→ **WHAT TO PRODUCE**: What is wanted is the full listing, word for word, without its pictures.

:: SUPPLIED MATERIAL ::

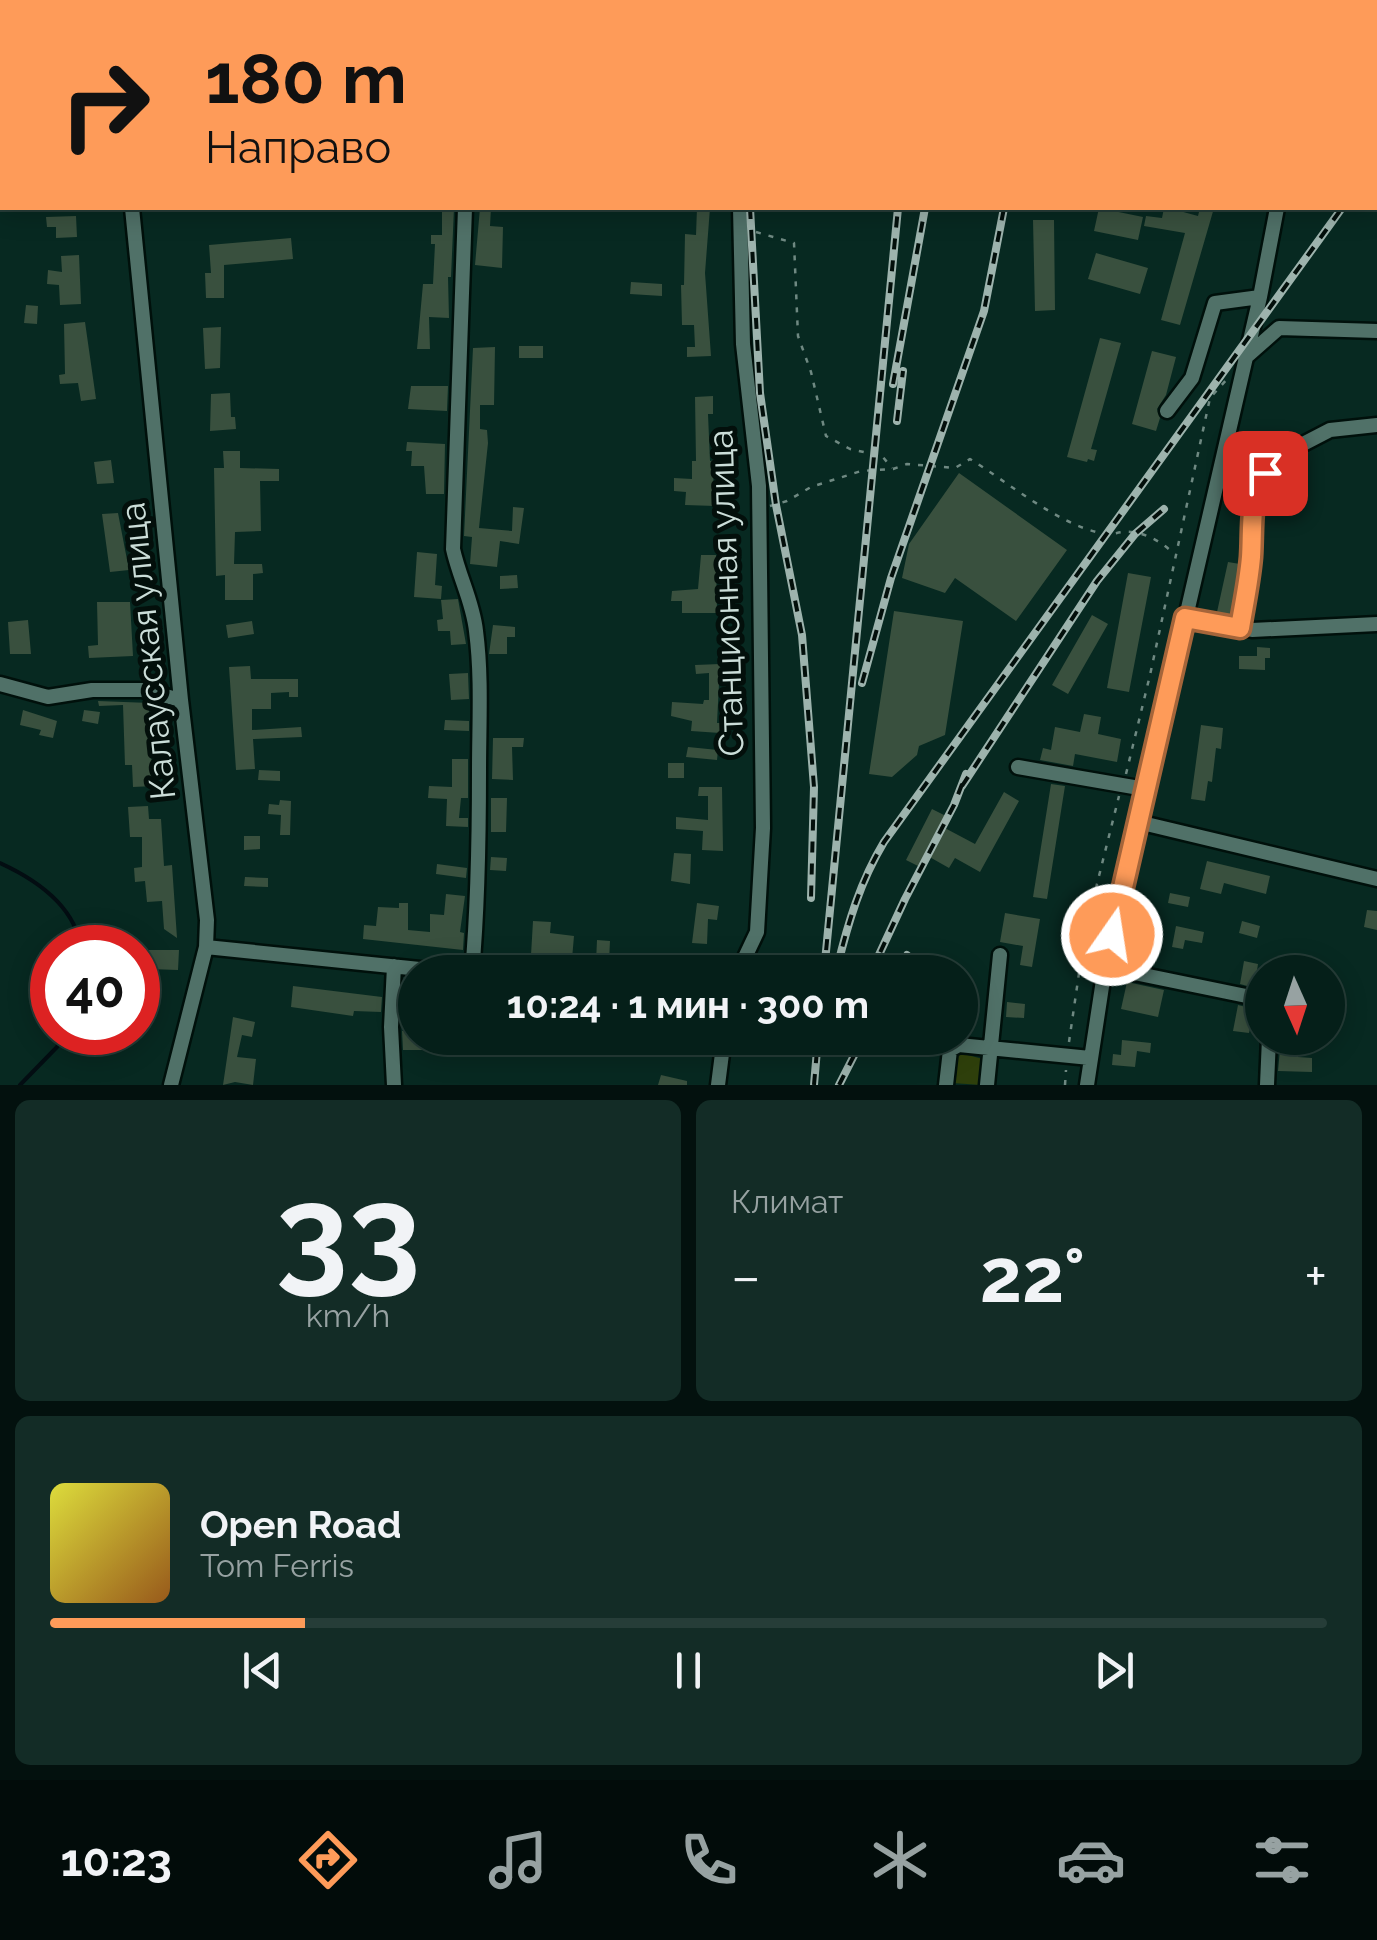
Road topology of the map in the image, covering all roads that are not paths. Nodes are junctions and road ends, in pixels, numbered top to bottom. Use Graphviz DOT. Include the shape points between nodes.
graph roads {
  1 [pos="132,210"];
  2 [pos="464,210"];
  3 [pos="740,210"];
  4 [pos="1276,210"];
  5 [pos="1260,297"];
  6 [pos="1377,331"];
  7 [pos="1245,358"];
  8 [pos="1167,411"];
  9 [pos="1377,424"];
  10 [pos="1185,618"];
  11 [pos="1377,624"];
  12 [pos="1240,628"];
  13 [pos="0,671"];
  14 [pos="0,684"];
  15 [pos="16,688"];
  16 [pos="180,700"];
  17 [pos="1018,767"];
  18 [pos="1145,789"];
  19 [pos="1138,822"];
  20 [pos="1377,879"];
  21 [pos="206,947"];
  22 [pos="473,955"];
  23 [pos="746,955"];
  24 [pos="1000,955"];
  25 [pos="394,966"];
  26 [pos="398,966"];
  27 [pos="1105,967"];
  28 [pos="1245,998"];
  29 [pos="993,1046"];
  30 [pos="722,1055"];
  31 [pos="1268,1055"];
  32 [pos="1090,1058"];
  33 [pos="172,1085"];
  34 [pos="394,1085"];
  35 [pos="718,1085"];
  36 [pos="946,1085"];
  37 [pos="987,1085"];
  38 [pos="1087,1085"];
  39 [pos="1267,1085"];
  1 -- 16 [label="street, Калаусская улица"];
  2 -- 22 [label="street" via="453,549 476,629 480,686"];
  3 -- 23 [label="street, Станционная улица" via="743,344 759,507 763,828 757,932"];
  4 -- 5 [label="street"];
  5 -- 7 [label="street"];
  5 -- 8 [label="street" via="1214,303 1192,378"];
  6 -- 7 [label="street" via="1279,328"];
  7 -- 10 [label="street"];
  9 -- 12 [label="street" via="1330,430 1265,473 1252,518"];
  10 -- 12 [label="street"];
  10 -- 18 [label="street"];
  11 -- 12 [label="street"];
  13 -- 15 [label="street"];
  14 -- 15 [label="street"];
  15 -- 16 [label="street" via="48,697 142,690"];
  16 -- 21 [label="street, Калаусская улица"];
  17 -- 18 [label="street"];
  18 -- 19 [label="street"];
  19 -- 20 [label="street"];
  19 -- 27 [label="street"];
  21 -- 25 [label="street"];
  21 -- 33 [label="street, Калаусская улица"];
  24 -- 29 [label="street"];
  25 -- 26 [label="street"];
  25 -- 34 [label="street"];
  27 -- 28 [label="street"];
  27 -- 32 [label="street"];
  29 -- 32 [label="street"];
  29 -- 36 [label="street" via="959,1044 950,1050"];
  29 -- 37 [label="street"];
  30 -- 35 [label="street"];
  31 -- 39 [label="street"];
  32 -- 38 [label="street"];
}
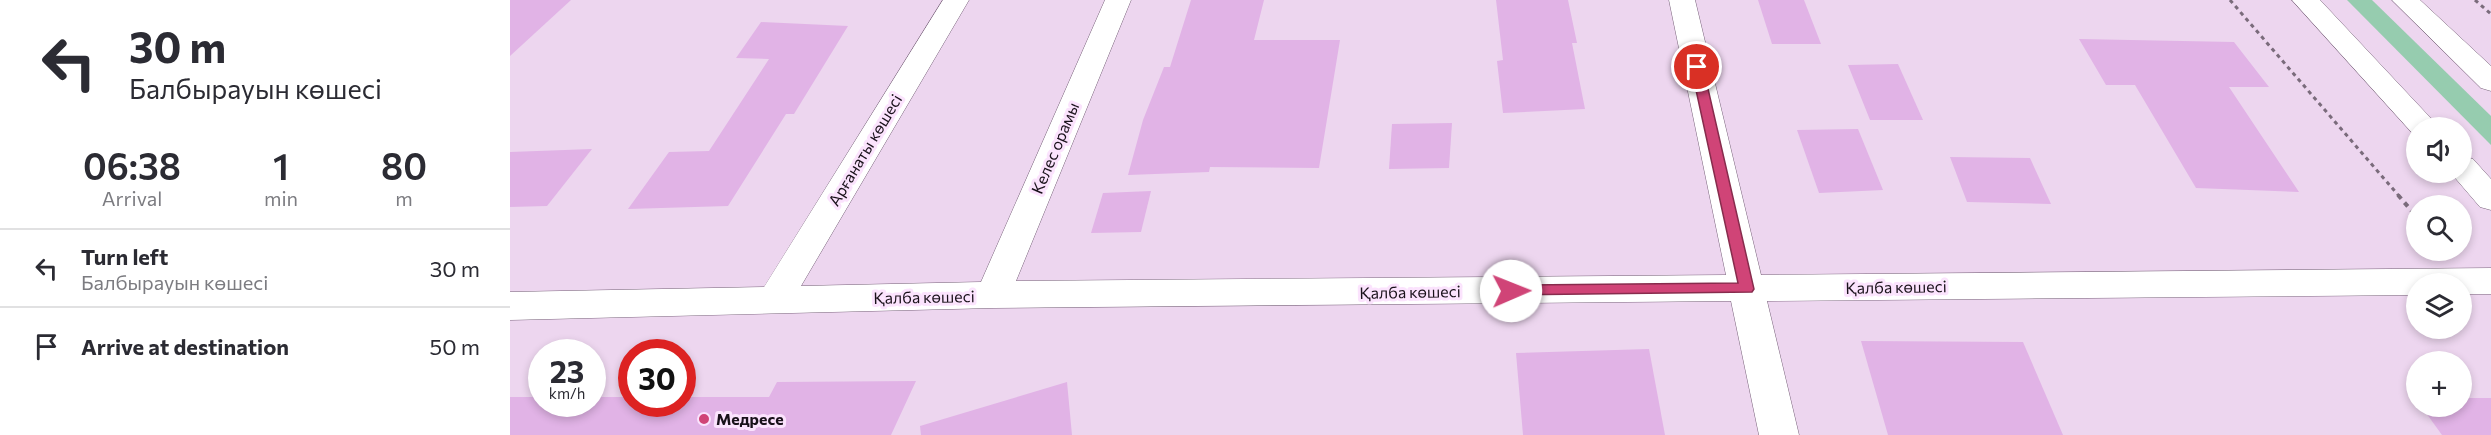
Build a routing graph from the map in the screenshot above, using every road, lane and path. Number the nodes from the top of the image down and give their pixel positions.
1 (956, 0) edge
2 (1118, 0) edge
3 (1682, 0) edge
4 (2230, 0) edge
5 (2305, 0) edge
6 (2405, 0) edge
7 (2475, 0) edge
8 (2491, 14) edge
9 (2491, 82) edge
10 (2414, 117) edge
11 (2472, 178) edge
12 (2491, 199) edge
13 (2406, 204) edge
14 (2491, 281) edge
15 (1747, 289) junction
16 (993, 296) junction
17 (774, 301) junction
18 (510, 306) edge
19 (1779, 435) edge

1 - 17 street, Арғанаты көшесі
2 - 16 street, Келес орамы
3 - 15 street
4 - 13 path
5 - 10 street
6 - 9 street
7 - 8 path
11 - 12 street
14 - 15 street, Қалба көшесі
15 - 16 street, Қалба көшесі
15 - 19 street
16 - 17 street, Қалба көшесі
17 - 18 street, Қалба көшесі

:::

→ **SOLUTION**:
Road topology of the map in the image, covering all roads that are not paths. Nodes are junctions and road ends, in pixels, numbered top to bottom. Use Graphviz DOT. Include the shape points between nodes.
graph roads {
  1 [pos="132,210"];
  2 [pos="464,210"];
  3 [pos="740,210"];
  4 [pos="1276,210"];
  5 [pos="1260,297"];
  6 [pos="1377,331"];
  7 [pos="1245,358"];
  8 [pos="1167,411"];
  9 [pos="1377,424"];
  10 [pos="1185,618"];
  11 [pos="1377,624"];
  12 [pos="1240,628"];
  13 [pos="0,671"];
  14 [pos="0,684"];
  15 [pos="16,688"];
  16 [pos="180,700"];
  17 [pos="1018,767"];
  18 [pos="1145,789"];
  19 [pos="1138,822"];
  20 [pos="1377,879"];
  21 [pos="206,947"];
  22 [pos="473,955"];
  23 [pos="746,955"];
  24 [pos="1000,955"];
  25 [pos="394,966"];
  26 [pos="398,966"];
  27 [pos="1105,967"];
  28 [pos="1245,998"];
  29 [pos="993,1046"];
  30 [pos="722,1055"];
  31 [pos="1268,1055"];
  32 [pos="1090,1058"];
  33 [pos="172,1085"];
  34 [pos="394,1085"];
  35 [pos="718,1085"];
  36 [pos="946,1085"];
  37 [pos="987,1085"];
  38 [pos="1087,1085"];
  39 [pos="1267,1085"];
  1 -- 16 [label="street, Калаусская улица"];
  2 -- 22 [label="street" via="453,549 476,629 480,686"];
  3 -- 23 [label="street, Станционная улица" via="743,344 759,507 763,828 757,932"];
  4 -- 5 [label="street"];
  5 -- 7 [label="street"];
  5 -- 8 [label="street" via="1214,303 1192,378"];
  6 -- 7 [label="street" via="1279,328"];
  7 -- 10 [label="street"];
  9 -- 12 [label="street" via="1330,430 1265,473 1252,518"];
  10 -- 12 [label="street"];
  10 -- 18 [label="street"];
  11 -- 12 [label="street"];
  13 -- 15 [label="street"];
  14 -- 15 [label="street"];
  15 -- 16 [label="street" via="48,697 142,690"];
  16 -- 21 [label="street, Калаусская улица"];
  17 -- 18 [label="street"];
  18 -- 19 [label="street"];
  19 -- 20 [label="street"];
  19 -- 27 [label="street"];
  21 -- 25 [label="street"];
  21 -- 33 [label="street, Калаусская улица"];
  24 -- 29 [label="street"];
  25 -- 26 [label="street"];
  25 -- 34 [label="street"];
  27 -- 28 [label="street"];
  27 -- 32 [label="street"];
  29 -- 32 [label="street"];
  29 -- 36 [label="street" via="959,1044 950,1050"];
  29 -- 37 [label="street"];
  30 -- 35 [label="street"];
  31 -- 39 [label="street"];
  32 -- 38 [label="street"];
}
Build a routing graph from the map in the screenshot above, using every road, lane and path. Number the nodes from the top of the image down and give their pixel positions.
1 (956, 0) edge
2 (1118, 0) edge
3 (1682, 0) edge
4 (2230, 0) edge
5 (2305, 0) edge
6 (2405, 0) edge
7 (2475, 0) edge
8 (2491, 14) edge
9 (2491, 82) edge
10 (2414, 117) edge
11 (2472, 178) edge
12 (2491, 199) edge
13 (2406, 204) edge
14 (2491, 281) edge
15 (1747, 289) junction
16 (993, 296) junction
17 (774, 301) junction
18 (510, 306) edge
19 (1779, 435) edge

1 - 17 street, Арғанаты көшесі
2 - 16 street, Келес орамы
3 - 15 street
4 - 13 path
5 - 10 street
6 - 9 street
7 - 8 path
11 - 12 street
14 - 15 street, Қалба көшесі
15 - 16 street, Қалба көшесі
15 - 19 street
16 - 17 street, Қалба көшесі
17 - 18 street, Қалба көшесі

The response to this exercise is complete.